### DATA LISTING ###

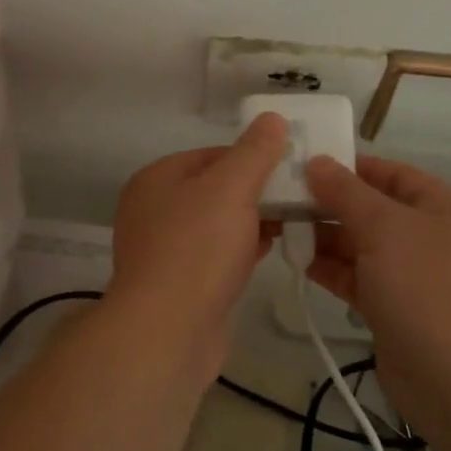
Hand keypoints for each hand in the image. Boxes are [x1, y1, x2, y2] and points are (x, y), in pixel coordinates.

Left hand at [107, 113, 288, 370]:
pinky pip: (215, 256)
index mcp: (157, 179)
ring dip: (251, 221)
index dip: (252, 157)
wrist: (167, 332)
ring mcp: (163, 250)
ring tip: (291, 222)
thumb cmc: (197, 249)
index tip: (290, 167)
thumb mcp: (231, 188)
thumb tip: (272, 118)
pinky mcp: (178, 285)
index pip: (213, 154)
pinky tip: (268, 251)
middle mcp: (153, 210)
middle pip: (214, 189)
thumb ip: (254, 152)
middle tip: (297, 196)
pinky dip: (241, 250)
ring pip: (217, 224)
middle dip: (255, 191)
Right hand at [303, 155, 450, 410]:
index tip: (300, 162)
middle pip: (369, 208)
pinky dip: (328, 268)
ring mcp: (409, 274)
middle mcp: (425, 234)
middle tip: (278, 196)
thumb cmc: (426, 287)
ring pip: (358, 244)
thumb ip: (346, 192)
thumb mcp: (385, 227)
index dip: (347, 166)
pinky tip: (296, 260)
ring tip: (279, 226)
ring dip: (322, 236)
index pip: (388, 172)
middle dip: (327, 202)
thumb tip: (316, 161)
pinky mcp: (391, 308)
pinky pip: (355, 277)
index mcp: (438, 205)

###

● **WHAT TO WORK ON**:
A faithful copy is required of the lines from the one with "Right hand at" through the last line of the data; please add nothing.

● **REPLY**:
Right hand at [303, 155, 450, 410]:
index tip: (300, 162)
middle pip: (369, 208)
pinky dip: (328, 268)
ring mcp: (409, 274)
middle mcp: (425, 234)
middle tip: (278, 196)
thumb cmc: (426, 287)
ring pip: (358, 244)
thumb ip: (346, 192)
thumb mcp: (385, 227)
index dip: (347, 166)
pinky tip: (296, 260)
ring tip: (279, 226)
ring dip: (322, 236)
index pip: (388, 172)
middle dip: (327, 202)
thumb tip: (316, 161)
pinky mcp: (391, 308)
pinky pip: (355, 277)
index mcp: (438, 205)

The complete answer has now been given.